Director Cuaron has an unobtrusive camera style, elegant in its simplicity, soaking up the sun-bleached landscapes free of any pyrotechnics that might distract from character and narrative. The technique makes palpable both the easy rapport of the male leads (they worked together on a Mexican television series for many years) and the magnetic presence of Luisa, their object of desire. A plot twist late in the story adds an extra dimension to her sexual daring, but it was an unnecessary touch. The idea that erotic adventure needs justifying may be a peculiarly Anglo-Saxon one, but if it does, this Mexican import gives plenty.

Cell Phone Vindaloo

Some films-like some people-are so pleasing to the eye there really isn't any point in pointing out their shortcomings. You're going to put up with them anyway so you may as well sit back and enjoy what you can.

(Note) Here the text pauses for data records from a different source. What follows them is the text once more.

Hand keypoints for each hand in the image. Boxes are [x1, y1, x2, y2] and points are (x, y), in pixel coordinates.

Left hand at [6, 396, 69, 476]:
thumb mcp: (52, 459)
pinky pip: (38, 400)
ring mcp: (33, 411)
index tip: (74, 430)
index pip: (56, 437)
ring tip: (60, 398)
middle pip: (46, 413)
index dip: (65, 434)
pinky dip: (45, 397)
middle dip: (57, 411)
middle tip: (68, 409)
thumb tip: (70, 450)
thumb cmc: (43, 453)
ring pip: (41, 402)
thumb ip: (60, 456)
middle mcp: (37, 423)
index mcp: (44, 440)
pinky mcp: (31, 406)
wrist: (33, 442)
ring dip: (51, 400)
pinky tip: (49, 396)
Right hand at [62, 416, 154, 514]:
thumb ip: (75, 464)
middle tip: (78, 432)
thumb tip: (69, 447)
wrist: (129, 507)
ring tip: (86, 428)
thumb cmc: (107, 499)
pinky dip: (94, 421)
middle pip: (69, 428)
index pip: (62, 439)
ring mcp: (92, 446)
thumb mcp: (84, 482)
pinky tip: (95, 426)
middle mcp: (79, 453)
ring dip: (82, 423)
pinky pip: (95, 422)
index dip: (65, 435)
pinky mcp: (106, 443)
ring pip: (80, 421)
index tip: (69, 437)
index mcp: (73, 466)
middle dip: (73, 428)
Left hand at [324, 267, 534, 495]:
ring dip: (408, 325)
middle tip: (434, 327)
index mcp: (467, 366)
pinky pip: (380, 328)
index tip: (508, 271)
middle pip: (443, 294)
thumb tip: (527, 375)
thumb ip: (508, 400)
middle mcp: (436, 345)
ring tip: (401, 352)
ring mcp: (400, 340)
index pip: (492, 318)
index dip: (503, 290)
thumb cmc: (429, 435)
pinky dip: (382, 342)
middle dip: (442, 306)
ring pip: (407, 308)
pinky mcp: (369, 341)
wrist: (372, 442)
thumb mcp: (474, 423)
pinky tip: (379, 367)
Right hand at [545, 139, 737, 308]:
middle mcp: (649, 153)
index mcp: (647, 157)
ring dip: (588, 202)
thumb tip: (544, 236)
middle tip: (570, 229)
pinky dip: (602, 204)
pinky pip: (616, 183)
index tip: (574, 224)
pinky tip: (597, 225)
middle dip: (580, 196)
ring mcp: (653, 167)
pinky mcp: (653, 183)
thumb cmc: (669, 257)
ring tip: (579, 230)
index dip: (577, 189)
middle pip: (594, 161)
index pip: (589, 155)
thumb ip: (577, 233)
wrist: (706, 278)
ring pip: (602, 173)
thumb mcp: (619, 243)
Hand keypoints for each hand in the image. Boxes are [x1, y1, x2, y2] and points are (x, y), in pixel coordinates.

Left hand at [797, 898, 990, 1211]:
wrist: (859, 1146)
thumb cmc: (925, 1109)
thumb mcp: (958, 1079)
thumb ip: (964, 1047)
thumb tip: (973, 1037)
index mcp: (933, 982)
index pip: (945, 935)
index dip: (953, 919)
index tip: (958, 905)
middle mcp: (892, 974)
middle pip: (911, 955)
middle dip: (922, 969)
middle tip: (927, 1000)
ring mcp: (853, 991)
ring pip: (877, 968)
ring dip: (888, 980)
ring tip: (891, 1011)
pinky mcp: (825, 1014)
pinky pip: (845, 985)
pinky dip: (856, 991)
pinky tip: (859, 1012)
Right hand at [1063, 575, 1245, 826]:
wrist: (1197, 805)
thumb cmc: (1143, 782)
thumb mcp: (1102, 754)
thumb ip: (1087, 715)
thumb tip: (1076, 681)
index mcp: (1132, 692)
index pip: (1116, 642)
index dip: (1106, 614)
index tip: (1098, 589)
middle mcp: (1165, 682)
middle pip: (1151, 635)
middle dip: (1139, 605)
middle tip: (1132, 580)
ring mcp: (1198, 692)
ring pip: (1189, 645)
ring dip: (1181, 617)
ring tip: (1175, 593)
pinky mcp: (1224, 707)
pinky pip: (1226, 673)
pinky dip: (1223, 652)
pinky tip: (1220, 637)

That's pretty much the case with "Monsoon Wedding," an upbeat, visually stunning new film from India that took top prize-the Golden Lion award-at last year's Venice International Film Festival. It's a film of unabashed warmth, with a positive view of humanity-enough to make you gag, in other words, except for director Mira Shah's light narrative touch and her rapturous feel for the colors and textures of India's land and culture. She never hits you over the head with the former, she drowns you deliciously in the latter.

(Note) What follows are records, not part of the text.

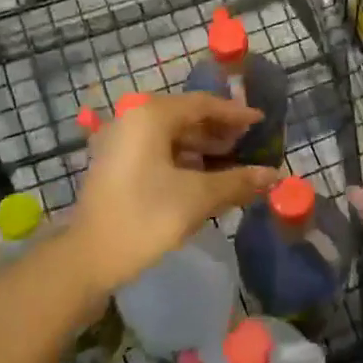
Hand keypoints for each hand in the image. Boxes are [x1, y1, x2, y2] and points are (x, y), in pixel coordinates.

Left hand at [71, 93, 278, 294]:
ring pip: (170, 134)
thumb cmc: (146, 217)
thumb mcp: (198, 197)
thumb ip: (238, 181)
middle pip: (185, 116)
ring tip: (231, 161)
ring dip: (201, 146)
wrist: (88, 258)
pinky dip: (181, 158)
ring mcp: (120, 141)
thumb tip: (274, 175)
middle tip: (248, 143)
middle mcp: (132, 119)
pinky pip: (156, 150)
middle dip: (218, 130)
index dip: (235, 113)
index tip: (261, 122)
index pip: (202, 104)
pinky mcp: (115, 164)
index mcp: (150, 116)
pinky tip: (202, 176)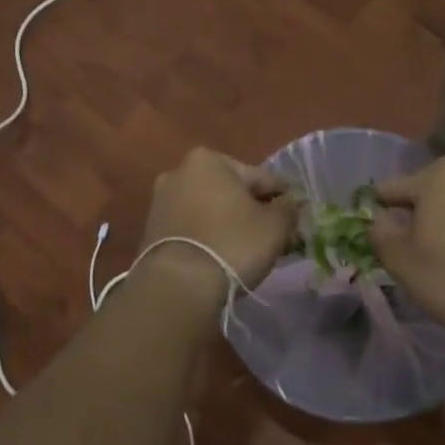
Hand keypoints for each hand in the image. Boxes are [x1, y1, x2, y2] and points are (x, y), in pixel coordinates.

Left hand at [137, 148, 299, 303]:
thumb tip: (289, 203)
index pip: (258, 176)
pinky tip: (221, 256)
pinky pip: (191, 228)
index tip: (294, 215)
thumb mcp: (274, 225)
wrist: (177, 285)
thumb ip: (288, 208)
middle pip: (230, 191)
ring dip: (228, 224)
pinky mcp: (151, 231)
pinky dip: (207, 237)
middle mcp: (179, 172)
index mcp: (208, 160)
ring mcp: (161, 202)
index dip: (280, 197)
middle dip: (250, 210)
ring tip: (248, 249)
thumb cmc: (231, 243)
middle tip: (272, 234)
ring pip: (209, 210)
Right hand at [370, 157, 444, 339]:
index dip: (378, 213)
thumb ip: (380, 232)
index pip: (392, 189)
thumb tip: (380, 219)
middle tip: (408, 249)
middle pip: (428, 194)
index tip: (376, 236)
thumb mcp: (400, 259)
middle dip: (416, 216)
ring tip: (438, 257)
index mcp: (440, 174)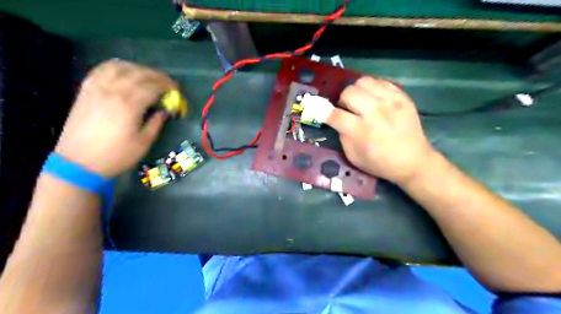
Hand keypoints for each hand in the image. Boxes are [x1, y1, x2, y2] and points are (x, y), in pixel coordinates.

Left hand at [54, 58, 176, 175]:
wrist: (79, 163)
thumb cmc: (116, 155)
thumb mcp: (144, 143)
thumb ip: (156, 123)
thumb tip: (164, 111)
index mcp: (129, 105)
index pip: (153, 87)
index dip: (168, 86)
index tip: (177, 90)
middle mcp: (112, 91)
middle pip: (139, 74)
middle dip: (157, 76)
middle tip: (168, 83)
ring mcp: (96, 89)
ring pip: (120, 67)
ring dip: (138, 68)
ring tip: (149, 76)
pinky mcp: (86, 91)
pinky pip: (101, 70)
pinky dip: (116, 67)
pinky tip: (125, 72)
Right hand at [327, 76, 435, 184]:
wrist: (414, 161)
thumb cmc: (381, 163)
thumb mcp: (354, 157)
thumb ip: (343, 136)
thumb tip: (337, 119)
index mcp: (362, 132)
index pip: (335, 115)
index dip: (322, 110)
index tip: (316, 108)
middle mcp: (376, 113)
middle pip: (349, 92)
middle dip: (342, 101)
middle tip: (347, 109)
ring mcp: (391, 102)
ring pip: (363, 81)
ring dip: (357, 91)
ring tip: (361, 102)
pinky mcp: (402, 97)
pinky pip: (380, 81)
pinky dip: (372, 89)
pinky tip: (374, 100)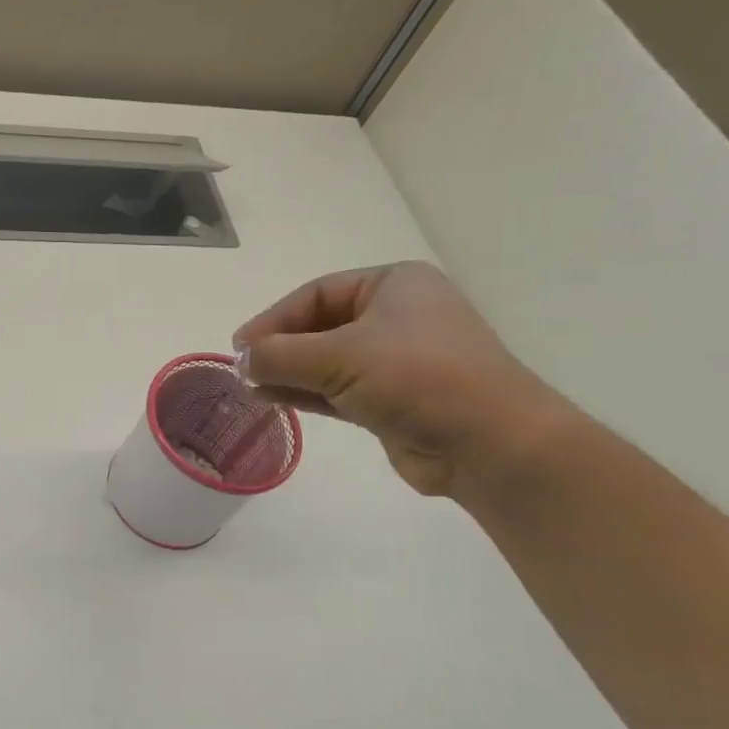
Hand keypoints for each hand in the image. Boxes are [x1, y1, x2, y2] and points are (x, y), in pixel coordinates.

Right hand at [233, 261, 571, 496]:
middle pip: (320, 325)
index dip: (274, 318)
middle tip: (242, 368)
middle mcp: (396, 316)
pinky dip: (305, 393)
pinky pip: (337, 389)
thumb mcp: (340, 356)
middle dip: (280, 347)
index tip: (239, 345)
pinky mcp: (392, 400)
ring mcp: (396, 360)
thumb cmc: (417, 377)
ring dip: (288, 372)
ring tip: (249, 386)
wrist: (489, 443)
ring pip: (327, 360)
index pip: (317, 293)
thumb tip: (240, 360)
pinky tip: (272, 399)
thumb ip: (281, 355)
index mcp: (394, 285)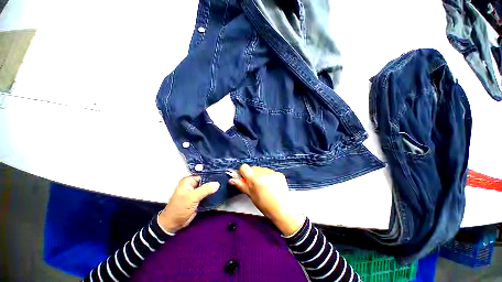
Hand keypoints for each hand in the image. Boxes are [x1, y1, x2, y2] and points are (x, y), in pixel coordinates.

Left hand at [158, 176, 219, 233]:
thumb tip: (217, 183)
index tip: (222, 177)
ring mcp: (195, 192)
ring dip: (214, 189)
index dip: (212, 177)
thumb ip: (205, 190)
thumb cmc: (179, 209)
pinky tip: (220, 194)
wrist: (173, 224)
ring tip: (224, 187)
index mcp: (188, 181)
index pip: (203, 175)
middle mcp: (192, 184)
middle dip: (214, 183)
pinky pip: (207, 195)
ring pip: (207, 188)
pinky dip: (212, 195)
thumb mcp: (192, 198)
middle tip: (224, 183)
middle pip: (206, 181)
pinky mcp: (198, 199)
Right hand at [229, 164, 305, 235]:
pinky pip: (270, 171)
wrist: (283, 209)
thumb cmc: (265, 205)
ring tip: (264, 186)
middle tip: (255, 185)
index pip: (244, 167)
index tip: (244, 179)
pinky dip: (268, 176)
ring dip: (260, 174)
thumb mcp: (251, 196)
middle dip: (252, 174)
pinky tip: (272, 185)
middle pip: (253, 168)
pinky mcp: (279, 173)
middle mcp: (263, 172)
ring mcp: (272, 172)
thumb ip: (241, 185)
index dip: (243, 172)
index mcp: (254, 178)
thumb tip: (232, 179)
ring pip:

A Punjabi family wedding is the centerpiece of the story, an occasion on which the small dramas and comedies of the Verma household unfold. The big picture backdrop takes in the pressures of globalization-the impact of dotcom modernity on the subcontinent's 5,000 years of civilization. As with "Y Tu Mama…" the American viewer will probably be surprised to see how much contemporary India has learned to love cell phones, hip-hop, and the self-critical awareness of talking head mediathink.

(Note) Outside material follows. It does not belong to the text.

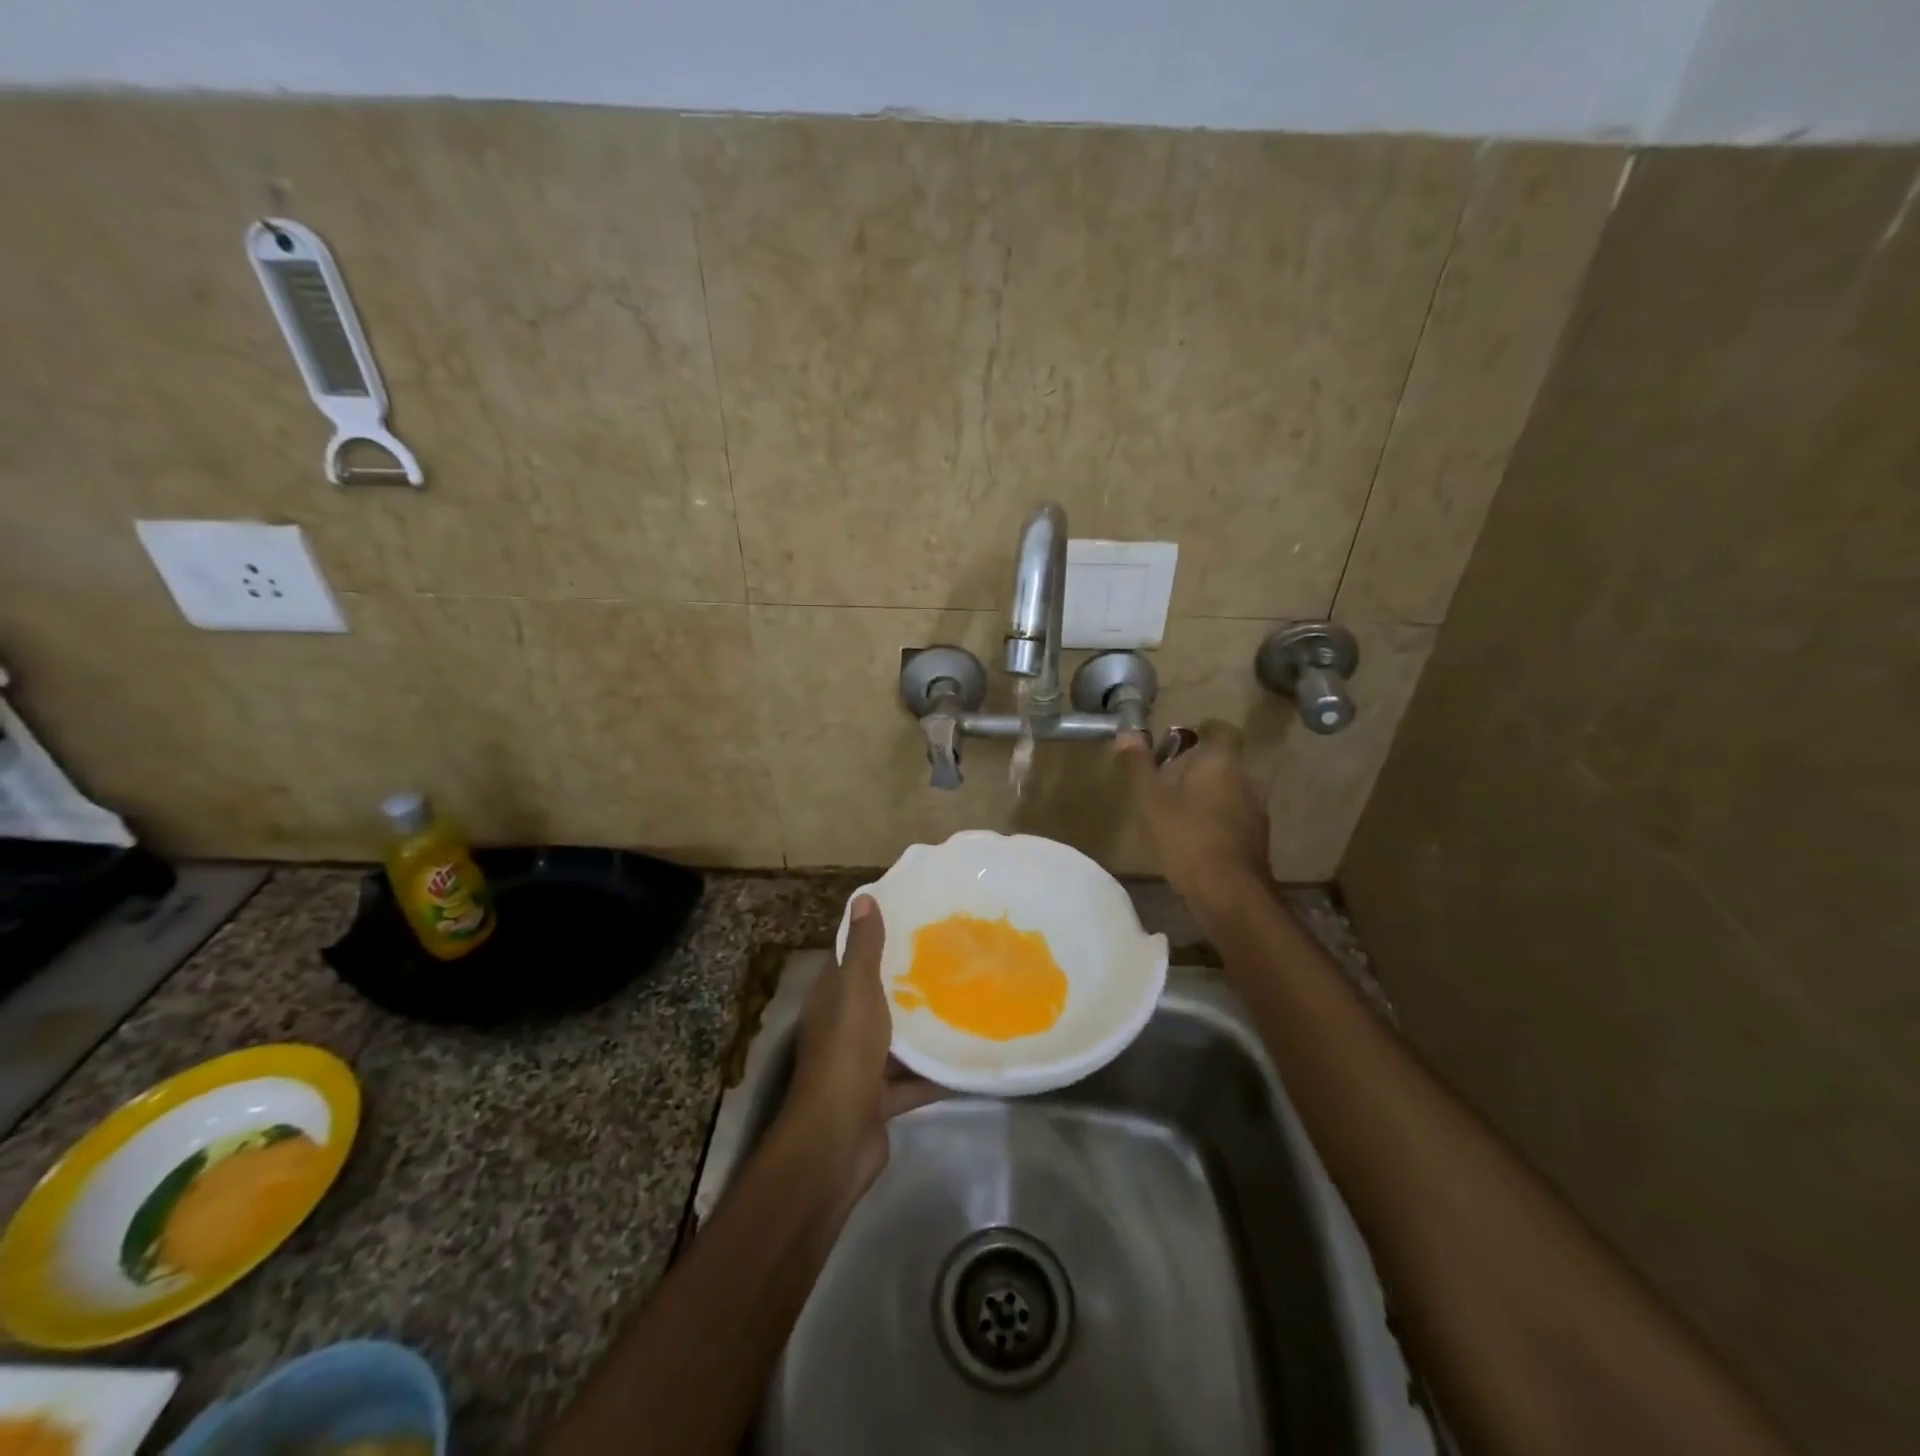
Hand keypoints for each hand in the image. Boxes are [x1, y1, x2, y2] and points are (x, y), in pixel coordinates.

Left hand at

But the film's geopolitics and social commentary are secondary to its characters' personal stories, significant only in their impact on individual emotional life.

The Vermas are a contemporary family, part of New Delhi's prosperous middle class, with members educated in the universities of the West and scattered across the globe in their work lives. The bridegroom is flying in from Houston, where he works as an engineer. Other family members have made the trek from Moscow, Dubai, and Sydney, Australia.

The family is traditional enough that it's an arranged marriage, however, and father Lalit is all needles and pins attending to every last last-minute detail. Giving away his only daughter, Lalit, all the proprieties must be observed.

Lalit has already broken with the old ways, though. She's coming to the end of an affair gone wrong, having fallen for an older man, married and-even worse-the host of a television talk show. Prestigious, perhaps, but how trustworthy is any journalist?

Lalit comes to the wedding like a return to the shelter of childhood, and most of the film consists of a celebration of family-the songs and storytelling of kith and kin. It's a concept that rings hollow in the industrialized West, where most of us look on family get-togethers like bad-tasting medicine. But if "Monsoon Wedding" has any truth, enough of traditional bonds and shared customs survive in India that the closeness of blood relatives and shared history still provides a haven in a heartless, quickly changing world.

Even if you can't buy into that vision of conventional virtues, "Monsoon Wedding" offers an intimate and appreciative look at the folkways, foods, and arts of India. Go to drink in the sumptuous furnishings and fabrics, the flower-strewn ceremonies, the elaborate henna-painting of the bride's body, the call-and-response singing of the women, the streets and street life of Delhi. A little moralizing is a small price to pay.